Reading remains a part of your life even after you finish law school. However, reading does not only include books on learning and development. Make sure you have books on your reading list that provide personal downtime, personal growth, career inspiration, and career management, allowing you to balance how you spend your free time.
1. Resurrection of Leo Tolstoy
Resurrection is not as well known as War and Peace, but this excellent novel by Tolstoy raises deep questions about the justice of certain laws. Nechlyudov is a noble who seeks redemption from a sin committed years ago. Maslova is a maid with whom he had a brief affair who later turned to prostitution when he fired her. After being charged with murder, she serves her sentence in Siberia, where Nekhlyudov visits her. There, he listens to the stories of other convicts, slowly realizing how much aristocratic life protects him and his peers from the oppression, cruelty, and misery of others. The importance of the Resurrection is proof that a justice system without humanity and fairness can have terrible consequences.
Renowned American attorney Clarence Darrow had a successful legal career that spanned half a decade defending high-profile clients. He has also written extensively, including books on his cases, works of fiction, plays, films, and television shows.
In The Story of My Life, Darrow wrote about portraying Leopold and Loeb in their murder trial and Professor John Scopes of the famous ‘Monkey’ trial Professor John Scopes in 1925. Additionally, Clarence Darrow’s legal career included the ‘activism. In this book, he describes his motivation to fight against injustice and oppression by helping to establish the rights of unionized workers, exposing the horrors of child labor and exposing the terrible conditions in the coal mines. Make it essential reading if you hope to use your legal career for more than just making money.
3. Marble and the Sculptor: From Law School to Law Practice by Keith Lee
Here is a book that can answer many questions and guide young legal professionals coming out of law school. Lee provides a framework for success with advice on everything from choosing the right college courses to making mistakes you should avoid when looking for your first legal job. There is a chapter on good drafting, which every lawyer needs. Whatever your ideal area of practice or legal career, this book is a great read to help get you there.
Based on the famous 1913 trial of Frank Leo, a Jewish factory manager accused of the rape and murder of a 13-year-old girl. His death sentence in Atlanta, Georgia, came after a single person testified in a trial surrounded by a media frenzy and anti-Semitic tensions.
The Governor of Georgia commuted Frank’s death sentence to life in prison due to trial issues, but a lynching mob abducted Frank and killed him. The events surrounding this trial sparked the revival of the Klu Klux Klan and the birth of the Jewish civil rights organization known as the Anti-Defamation League. And the dead will rise does more than look into this famous case; it shows the dangers of mob rule in cases where justice fails.

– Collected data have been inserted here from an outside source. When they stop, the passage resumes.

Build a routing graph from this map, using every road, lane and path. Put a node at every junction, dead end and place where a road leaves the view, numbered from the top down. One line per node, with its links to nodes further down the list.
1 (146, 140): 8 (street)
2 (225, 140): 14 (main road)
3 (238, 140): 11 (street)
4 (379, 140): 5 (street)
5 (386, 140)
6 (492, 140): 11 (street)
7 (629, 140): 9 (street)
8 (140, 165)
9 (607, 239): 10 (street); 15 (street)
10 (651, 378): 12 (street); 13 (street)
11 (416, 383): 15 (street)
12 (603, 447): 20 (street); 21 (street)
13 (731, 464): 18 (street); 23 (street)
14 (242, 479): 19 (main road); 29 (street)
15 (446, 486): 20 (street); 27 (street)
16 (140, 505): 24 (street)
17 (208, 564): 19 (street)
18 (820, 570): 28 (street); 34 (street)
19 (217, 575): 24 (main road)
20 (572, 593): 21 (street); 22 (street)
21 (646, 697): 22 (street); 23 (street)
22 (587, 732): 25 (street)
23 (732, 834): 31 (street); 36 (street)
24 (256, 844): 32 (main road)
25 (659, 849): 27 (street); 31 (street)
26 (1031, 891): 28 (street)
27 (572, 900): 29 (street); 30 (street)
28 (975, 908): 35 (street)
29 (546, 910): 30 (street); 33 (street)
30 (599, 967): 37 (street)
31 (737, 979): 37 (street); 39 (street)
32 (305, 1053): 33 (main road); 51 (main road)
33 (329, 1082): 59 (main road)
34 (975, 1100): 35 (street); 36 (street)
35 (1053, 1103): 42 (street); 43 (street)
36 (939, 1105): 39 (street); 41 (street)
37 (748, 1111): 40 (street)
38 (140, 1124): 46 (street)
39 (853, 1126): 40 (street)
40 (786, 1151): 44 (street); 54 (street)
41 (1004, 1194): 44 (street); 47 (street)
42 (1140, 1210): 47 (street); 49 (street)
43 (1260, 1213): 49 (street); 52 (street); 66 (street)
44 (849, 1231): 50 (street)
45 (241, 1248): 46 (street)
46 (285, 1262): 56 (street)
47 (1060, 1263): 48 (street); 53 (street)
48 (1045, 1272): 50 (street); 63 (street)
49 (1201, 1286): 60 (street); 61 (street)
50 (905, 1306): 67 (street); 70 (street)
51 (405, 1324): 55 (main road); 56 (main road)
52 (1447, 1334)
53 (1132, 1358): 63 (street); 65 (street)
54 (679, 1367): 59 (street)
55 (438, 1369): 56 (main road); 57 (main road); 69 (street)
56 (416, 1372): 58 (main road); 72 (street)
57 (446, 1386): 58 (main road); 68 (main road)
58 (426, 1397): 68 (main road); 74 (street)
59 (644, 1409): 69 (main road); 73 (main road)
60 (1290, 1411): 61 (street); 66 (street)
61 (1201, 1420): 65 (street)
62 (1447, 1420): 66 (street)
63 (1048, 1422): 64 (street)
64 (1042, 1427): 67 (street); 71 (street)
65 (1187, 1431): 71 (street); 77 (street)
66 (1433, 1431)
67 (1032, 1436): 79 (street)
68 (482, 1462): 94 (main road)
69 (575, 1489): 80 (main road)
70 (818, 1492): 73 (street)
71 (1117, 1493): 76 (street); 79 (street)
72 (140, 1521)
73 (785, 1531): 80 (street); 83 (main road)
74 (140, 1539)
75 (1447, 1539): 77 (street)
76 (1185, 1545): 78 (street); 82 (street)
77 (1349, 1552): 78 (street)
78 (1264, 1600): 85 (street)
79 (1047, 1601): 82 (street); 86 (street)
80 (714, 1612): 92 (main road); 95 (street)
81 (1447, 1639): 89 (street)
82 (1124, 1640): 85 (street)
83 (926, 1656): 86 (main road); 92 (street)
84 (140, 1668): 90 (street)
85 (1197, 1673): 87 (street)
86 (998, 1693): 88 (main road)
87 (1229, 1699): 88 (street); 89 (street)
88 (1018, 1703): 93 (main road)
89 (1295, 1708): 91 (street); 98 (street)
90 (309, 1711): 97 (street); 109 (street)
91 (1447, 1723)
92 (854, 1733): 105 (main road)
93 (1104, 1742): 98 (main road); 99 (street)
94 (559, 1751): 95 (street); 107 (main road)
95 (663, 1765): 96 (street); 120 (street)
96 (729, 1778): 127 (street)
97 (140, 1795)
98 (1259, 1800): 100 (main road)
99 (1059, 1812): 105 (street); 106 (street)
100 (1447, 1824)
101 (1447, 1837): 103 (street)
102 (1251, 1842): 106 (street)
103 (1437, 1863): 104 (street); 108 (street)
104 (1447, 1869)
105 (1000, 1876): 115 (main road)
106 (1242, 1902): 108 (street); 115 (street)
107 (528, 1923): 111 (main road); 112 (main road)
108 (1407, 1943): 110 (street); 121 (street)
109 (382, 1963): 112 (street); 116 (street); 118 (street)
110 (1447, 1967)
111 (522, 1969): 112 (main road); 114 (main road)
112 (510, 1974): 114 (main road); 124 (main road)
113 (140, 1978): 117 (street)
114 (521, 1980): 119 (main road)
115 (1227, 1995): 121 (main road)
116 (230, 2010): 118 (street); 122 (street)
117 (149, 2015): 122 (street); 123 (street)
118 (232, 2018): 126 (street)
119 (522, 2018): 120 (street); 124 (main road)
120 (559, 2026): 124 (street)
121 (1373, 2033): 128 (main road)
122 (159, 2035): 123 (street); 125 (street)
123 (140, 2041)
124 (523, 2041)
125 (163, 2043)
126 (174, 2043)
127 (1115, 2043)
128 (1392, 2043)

Legal life seen through the eyes of a grumpy (moody) lawyer and his secretary provides a humorous work of fiction that offers practical advice for coping with the ups and downs. The book’s valuable anecdotal and ironic information includes everything from legal strategies to how a lawyer should dress to be successful. Whether you are a beginner or a seasoned lawyer, this book can help you become better. Read this book for laughs and guidance on a stressful day.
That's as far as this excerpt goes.